» **Exercise instructions**
Copy every line of the following data that includes the string "Camino".

++++ Records for this exercise ++++

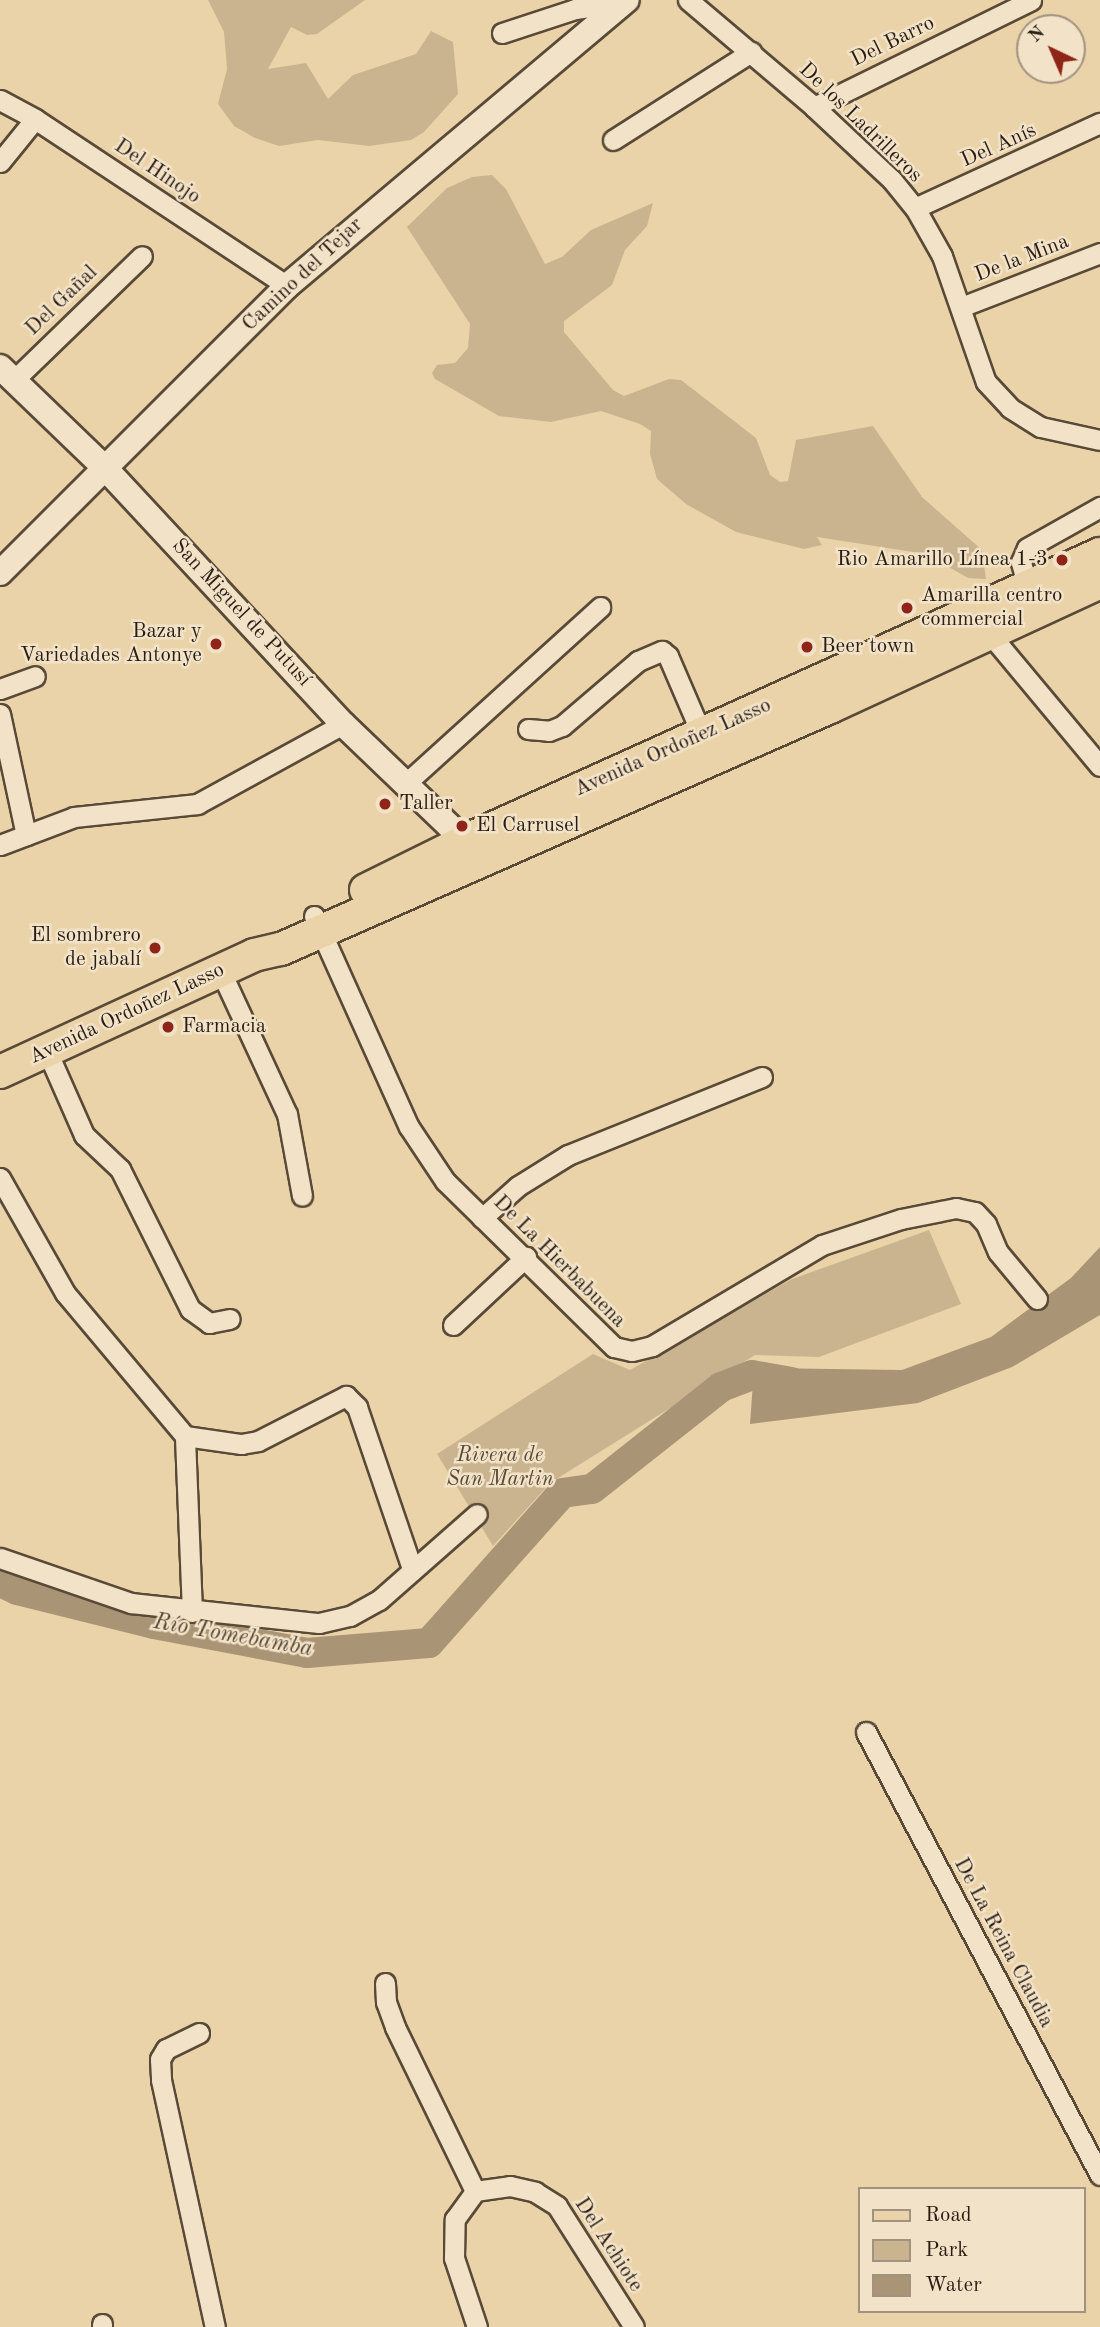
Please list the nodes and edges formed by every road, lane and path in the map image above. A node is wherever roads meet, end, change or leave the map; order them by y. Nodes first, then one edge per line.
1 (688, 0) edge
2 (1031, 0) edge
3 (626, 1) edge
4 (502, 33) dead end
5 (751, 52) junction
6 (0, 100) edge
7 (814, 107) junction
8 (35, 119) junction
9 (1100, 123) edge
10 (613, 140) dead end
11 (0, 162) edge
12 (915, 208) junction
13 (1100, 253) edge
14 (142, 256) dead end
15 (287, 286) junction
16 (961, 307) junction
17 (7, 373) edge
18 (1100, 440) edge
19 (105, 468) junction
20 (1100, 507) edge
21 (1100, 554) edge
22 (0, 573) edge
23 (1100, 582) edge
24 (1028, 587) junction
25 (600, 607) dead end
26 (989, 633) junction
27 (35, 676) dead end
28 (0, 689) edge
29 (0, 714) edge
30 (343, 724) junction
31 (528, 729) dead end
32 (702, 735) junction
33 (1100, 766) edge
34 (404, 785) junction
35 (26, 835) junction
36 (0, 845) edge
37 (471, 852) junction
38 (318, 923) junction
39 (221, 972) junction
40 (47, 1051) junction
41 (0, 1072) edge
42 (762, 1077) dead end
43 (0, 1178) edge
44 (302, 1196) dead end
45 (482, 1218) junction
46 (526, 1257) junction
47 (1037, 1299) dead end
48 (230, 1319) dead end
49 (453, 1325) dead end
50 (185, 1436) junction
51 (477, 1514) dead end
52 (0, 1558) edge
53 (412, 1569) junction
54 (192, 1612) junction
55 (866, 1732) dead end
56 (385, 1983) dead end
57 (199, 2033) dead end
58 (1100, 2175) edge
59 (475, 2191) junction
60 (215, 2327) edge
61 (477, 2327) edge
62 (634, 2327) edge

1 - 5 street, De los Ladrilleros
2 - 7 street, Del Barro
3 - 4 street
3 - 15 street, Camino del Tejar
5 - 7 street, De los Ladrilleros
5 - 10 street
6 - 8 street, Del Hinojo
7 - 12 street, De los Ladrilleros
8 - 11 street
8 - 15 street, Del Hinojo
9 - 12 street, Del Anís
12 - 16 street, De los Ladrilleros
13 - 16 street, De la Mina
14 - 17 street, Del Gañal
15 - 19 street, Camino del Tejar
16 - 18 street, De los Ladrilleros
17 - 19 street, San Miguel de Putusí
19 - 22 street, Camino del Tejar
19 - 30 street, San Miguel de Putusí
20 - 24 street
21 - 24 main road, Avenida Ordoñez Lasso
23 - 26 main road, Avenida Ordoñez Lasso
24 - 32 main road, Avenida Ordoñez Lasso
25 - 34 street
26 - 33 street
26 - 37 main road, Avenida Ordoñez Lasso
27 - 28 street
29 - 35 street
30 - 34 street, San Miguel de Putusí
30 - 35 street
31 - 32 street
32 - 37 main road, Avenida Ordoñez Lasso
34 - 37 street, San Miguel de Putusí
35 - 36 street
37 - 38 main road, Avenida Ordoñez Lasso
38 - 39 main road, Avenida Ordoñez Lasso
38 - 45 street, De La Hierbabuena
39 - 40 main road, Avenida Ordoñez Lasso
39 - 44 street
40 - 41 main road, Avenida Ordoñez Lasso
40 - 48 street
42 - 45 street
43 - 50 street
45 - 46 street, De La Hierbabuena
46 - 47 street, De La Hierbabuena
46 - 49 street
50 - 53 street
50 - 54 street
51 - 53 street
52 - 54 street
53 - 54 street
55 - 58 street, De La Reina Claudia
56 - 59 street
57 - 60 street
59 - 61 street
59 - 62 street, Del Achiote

++++
++++ Records for this exercise ++++

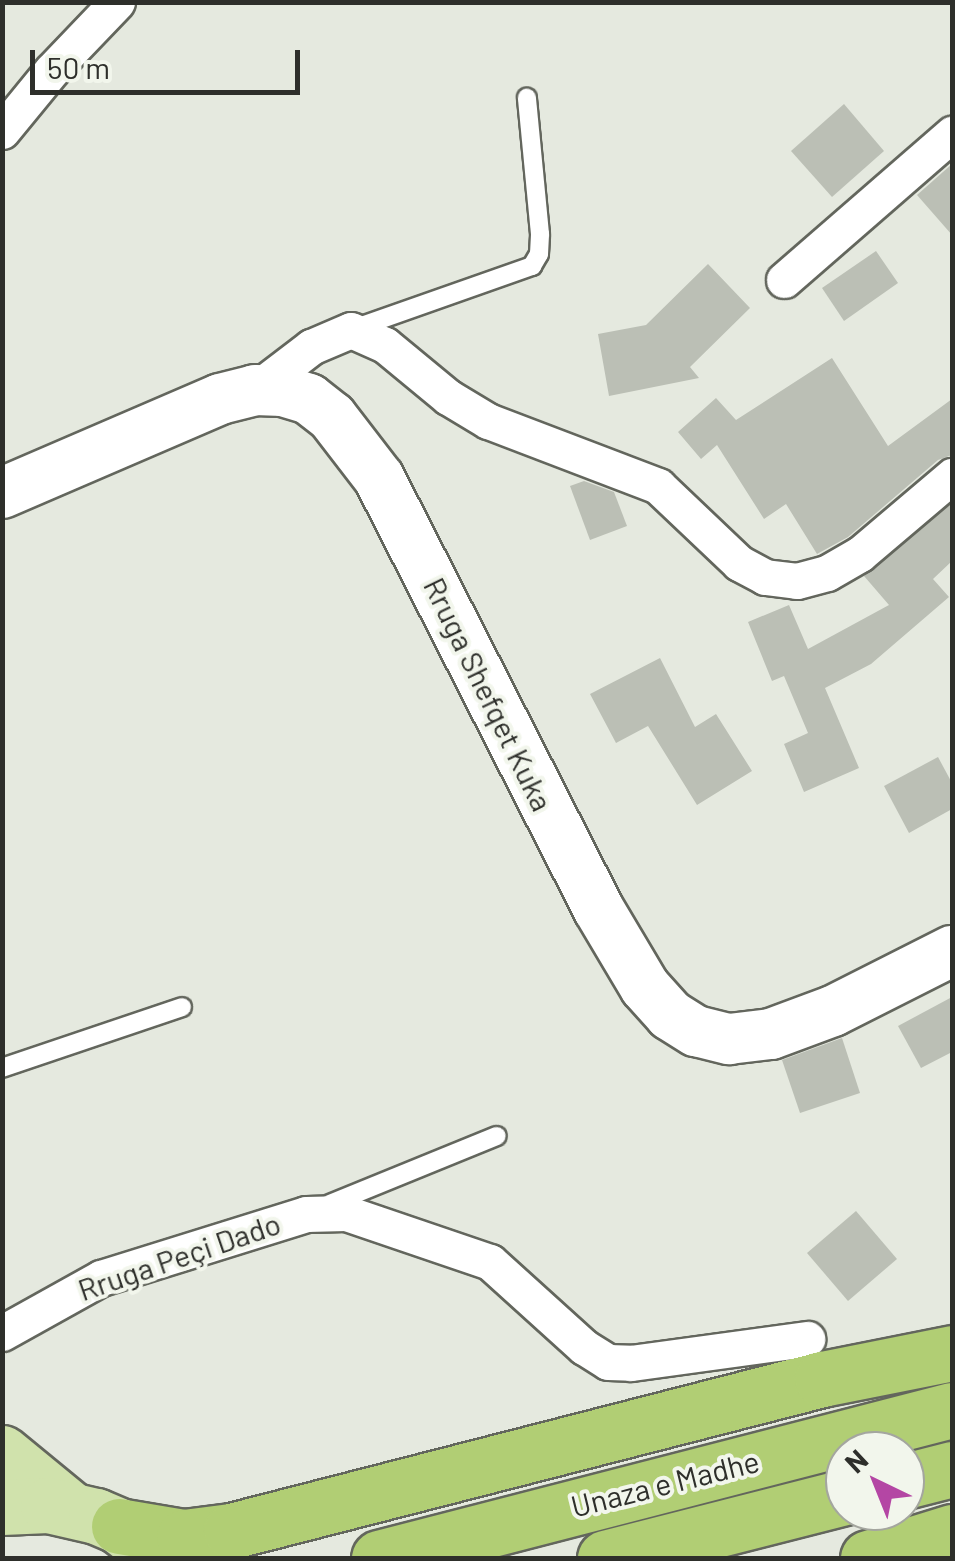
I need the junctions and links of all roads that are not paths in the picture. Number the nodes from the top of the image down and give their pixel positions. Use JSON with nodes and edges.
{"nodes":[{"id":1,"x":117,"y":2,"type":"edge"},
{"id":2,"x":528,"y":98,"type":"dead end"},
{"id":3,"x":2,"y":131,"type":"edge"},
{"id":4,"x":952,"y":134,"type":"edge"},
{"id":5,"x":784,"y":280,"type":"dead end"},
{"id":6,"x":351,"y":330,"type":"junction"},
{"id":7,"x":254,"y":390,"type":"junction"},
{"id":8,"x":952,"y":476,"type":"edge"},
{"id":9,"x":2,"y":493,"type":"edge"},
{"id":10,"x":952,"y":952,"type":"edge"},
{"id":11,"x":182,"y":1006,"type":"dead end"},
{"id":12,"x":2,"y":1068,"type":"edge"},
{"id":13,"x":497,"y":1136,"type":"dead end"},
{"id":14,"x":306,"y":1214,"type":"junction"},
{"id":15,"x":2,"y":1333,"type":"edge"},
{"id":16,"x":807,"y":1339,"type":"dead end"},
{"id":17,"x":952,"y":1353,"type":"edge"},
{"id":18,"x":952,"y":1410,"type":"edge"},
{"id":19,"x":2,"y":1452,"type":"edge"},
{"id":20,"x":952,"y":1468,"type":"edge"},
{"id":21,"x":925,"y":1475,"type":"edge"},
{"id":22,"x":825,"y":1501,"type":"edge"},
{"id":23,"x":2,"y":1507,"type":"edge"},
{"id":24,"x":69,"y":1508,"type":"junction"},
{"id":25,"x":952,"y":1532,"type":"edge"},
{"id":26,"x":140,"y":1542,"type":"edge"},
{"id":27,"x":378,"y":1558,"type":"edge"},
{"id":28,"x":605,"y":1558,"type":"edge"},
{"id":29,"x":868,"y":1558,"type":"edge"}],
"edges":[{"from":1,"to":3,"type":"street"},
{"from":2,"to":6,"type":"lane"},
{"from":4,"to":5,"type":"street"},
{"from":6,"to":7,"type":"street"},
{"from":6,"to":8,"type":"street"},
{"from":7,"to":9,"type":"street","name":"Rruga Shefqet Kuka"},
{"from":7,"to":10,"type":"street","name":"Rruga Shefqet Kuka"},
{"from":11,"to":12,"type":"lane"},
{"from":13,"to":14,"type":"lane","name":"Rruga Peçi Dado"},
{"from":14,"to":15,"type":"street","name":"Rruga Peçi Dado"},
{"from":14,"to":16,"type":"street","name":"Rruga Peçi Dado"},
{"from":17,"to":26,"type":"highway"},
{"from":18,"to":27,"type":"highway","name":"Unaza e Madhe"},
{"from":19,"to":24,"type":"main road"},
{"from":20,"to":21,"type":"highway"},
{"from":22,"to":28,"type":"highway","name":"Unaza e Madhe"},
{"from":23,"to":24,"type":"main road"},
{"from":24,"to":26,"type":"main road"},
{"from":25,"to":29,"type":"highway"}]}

++++

» **Answer box**
3 - 15 street, Camino del Tejar
15 - 19 street, Camino del Tejar
19 - 22 street, Camino del Tejar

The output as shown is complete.